The number one topic of discussion of the summer and autumn of 2015 has certainly been the refugee crisis, which has extended in a completely new way all the way up North to Finland as well. Both the media and coffee-table discussions have been taken over by the news of the influx of refugees and of the border fences that European countries have started to erect in order to direct the masses of refugees on new routes. Many artists have felt a strong need to tackle the subject in their individual works, especially with the aim of shedding light on the matters that easily remain hidden from mainstream media attention. This is what the Austrian artist Tanja Boukal (b. 1976) has also done in The Melilla Project (2014–15) which was on show at the ‘Demonstrating Minds’ exhibition. However, at the same time discussion on the effects of the current situation on artistic production have arisen; questions on the ethics and responsibilities of the artists working with such delicate issues have been debated during this autumn. [2]
Tanja Boukal’s art revolves around people, their social circumstances and their various ways of coping in the face of adversity and unexpected challenges.

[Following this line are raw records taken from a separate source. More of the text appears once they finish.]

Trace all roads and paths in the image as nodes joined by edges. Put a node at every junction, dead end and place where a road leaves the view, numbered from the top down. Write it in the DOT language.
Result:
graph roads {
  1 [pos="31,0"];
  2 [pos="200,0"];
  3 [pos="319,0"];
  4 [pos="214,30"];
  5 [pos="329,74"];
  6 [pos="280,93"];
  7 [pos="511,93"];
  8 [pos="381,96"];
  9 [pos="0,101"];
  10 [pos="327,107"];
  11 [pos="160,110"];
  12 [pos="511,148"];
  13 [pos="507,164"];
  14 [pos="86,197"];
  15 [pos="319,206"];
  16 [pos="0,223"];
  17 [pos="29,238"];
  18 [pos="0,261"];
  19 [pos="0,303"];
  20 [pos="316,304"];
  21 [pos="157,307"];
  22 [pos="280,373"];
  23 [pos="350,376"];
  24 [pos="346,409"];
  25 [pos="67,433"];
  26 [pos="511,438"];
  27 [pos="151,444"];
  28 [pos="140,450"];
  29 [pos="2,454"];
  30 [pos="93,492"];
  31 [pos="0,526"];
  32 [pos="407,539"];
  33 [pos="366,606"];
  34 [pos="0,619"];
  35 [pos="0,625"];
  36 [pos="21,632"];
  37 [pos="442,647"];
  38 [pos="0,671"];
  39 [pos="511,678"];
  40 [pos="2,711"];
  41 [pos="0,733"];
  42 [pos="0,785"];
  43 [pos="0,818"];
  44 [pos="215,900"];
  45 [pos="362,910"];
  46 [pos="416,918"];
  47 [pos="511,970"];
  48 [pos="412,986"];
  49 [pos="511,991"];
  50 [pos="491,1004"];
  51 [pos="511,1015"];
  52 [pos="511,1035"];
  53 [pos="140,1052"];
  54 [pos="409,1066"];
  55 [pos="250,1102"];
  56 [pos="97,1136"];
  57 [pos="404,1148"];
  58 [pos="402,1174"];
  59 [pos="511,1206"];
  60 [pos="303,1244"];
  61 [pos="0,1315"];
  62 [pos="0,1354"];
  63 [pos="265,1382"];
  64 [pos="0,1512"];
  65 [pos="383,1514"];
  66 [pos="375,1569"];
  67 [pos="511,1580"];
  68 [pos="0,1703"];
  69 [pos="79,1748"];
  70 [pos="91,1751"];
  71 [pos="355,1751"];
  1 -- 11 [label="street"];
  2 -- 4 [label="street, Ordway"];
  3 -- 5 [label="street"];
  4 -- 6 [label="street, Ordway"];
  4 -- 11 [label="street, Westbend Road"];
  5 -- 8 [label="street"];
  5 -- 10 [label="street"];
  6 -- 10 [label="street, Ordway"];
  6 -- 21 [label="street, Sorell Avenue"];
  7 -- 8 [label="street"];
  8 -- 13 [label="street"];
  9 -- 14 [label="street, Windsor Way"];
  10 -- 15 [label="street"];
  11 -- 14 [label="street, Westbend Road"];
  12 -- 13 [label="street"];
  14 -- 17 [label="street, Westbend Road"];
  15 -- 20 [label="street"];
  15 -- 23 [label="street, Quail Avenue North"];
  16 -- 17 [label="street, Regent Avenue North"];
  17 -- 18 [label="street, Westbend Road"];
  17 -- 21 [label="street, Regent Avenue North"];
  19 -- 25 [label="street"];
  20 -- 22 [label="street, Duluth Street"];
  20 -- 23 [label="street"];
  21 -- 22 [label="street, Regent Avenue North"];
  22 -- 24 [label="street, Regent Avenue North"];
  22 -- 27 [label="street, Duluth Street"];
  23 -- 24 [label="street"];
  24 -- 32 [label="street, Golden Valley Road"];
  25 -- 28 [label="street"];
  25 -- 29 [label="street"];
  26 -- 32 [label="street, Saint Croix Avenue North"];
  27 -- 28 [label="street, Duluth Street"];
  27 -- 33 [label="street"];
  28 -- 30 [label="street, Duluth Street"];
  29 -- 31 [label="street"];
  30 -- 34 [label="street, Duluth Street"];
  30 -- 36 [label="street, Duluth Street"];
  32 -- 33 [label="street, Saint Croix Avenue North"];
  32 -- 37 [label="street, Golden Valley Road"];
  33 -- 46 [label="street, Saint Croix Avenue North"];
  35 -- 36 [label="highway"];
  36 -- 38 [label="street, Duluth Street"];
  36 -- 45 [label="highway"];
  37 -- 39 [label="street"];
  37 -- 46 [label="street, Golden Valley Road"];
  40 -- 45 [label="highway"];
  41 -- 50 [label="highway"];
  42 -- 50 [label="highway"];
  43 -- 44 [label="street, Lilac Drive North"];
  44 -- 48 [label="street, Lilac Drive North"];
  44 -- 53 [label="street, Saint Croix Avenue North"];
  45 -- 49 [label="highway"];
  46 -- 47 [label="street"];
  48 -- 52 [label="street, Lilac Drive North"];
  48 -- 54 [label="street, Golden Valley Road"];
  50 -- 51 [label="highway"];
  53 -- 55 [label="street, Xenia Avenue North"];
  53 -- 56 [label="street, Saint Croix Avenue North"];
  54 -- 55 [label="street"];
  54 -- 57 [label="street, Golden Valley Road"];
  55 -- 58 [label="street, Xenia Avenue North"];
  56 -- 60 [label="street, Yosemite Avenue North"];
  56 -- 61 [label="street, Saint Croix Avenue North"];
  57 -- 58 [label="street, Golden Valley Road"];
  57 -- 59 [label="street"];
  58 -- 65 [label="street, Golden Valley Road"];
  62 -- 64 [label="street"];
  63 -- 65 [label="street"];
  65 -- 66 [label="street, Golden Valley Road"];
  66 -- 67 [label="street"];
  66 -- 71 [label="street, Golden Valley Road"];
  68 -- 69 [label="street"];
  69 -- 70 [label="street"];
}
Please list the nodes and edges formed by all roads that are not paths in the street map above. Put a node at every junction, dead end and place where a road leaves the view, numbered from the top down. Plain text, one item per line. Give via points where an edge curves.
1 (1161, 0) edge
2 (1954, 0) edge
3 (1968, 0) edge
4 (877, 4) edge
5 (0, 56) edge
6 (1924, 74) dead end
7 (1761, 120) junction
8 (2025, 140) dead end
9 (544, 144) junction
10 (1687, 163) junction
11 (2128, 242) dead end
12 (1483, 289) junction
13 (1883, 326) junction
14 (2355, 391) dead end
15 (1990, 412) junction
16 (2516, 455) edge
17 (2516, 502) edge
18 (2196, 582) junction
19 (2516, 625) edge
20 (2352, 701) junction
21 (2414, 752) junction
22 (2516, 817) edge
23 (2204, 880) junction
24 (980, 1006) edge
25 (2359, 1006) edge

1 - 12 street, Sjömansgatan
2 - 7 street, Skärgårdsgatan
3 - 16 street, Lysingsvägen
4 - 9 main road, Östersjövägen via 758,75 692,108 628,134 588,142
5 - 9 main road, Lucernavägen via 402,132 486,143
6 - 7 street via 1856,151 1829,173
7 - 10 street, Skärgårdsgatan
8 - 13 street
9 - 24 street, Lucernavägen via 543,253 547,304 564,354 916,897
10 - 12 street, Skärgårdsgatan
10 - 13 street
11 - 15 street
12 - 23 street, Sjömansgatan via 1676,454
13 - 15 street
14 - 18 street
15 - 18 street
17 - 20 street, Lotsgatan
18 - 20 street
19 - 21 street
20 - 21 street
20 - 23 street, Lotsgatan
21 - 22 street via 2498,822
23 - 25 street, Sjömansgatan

The Melilla Project is about a Spanish enclave on the north coast of Africa that is separated from Morocco by a 3m-high, 11km-long border fence. For many sub-Saharan Africans this 13.4 sq km enclave with its population of over 80,000, is a gateway to the north – a heavily guarded European fortress on the African continent. Boukal first travelled to Melilla on a research trip in spring 2014 to meet the refugees, both those waiting on the Moroccan side for ‘the perfect moment’ to jump the fence, as well as those who had somehow successfully crossed over, but were now stuck in limbo in the Centro de Estancia Temporal de Inmigrantes (CETI) Camp in Melilla. Boukal wanted to meet them to discuss their dreams for the future and how it feels to wait, day in, day out, for a new life to begin, without ever knowing what will happen or when it will happen. Through her work she wishes to give visibility to those who are invisible and who have been deprived of the authorisation to speak and act on their own behalf.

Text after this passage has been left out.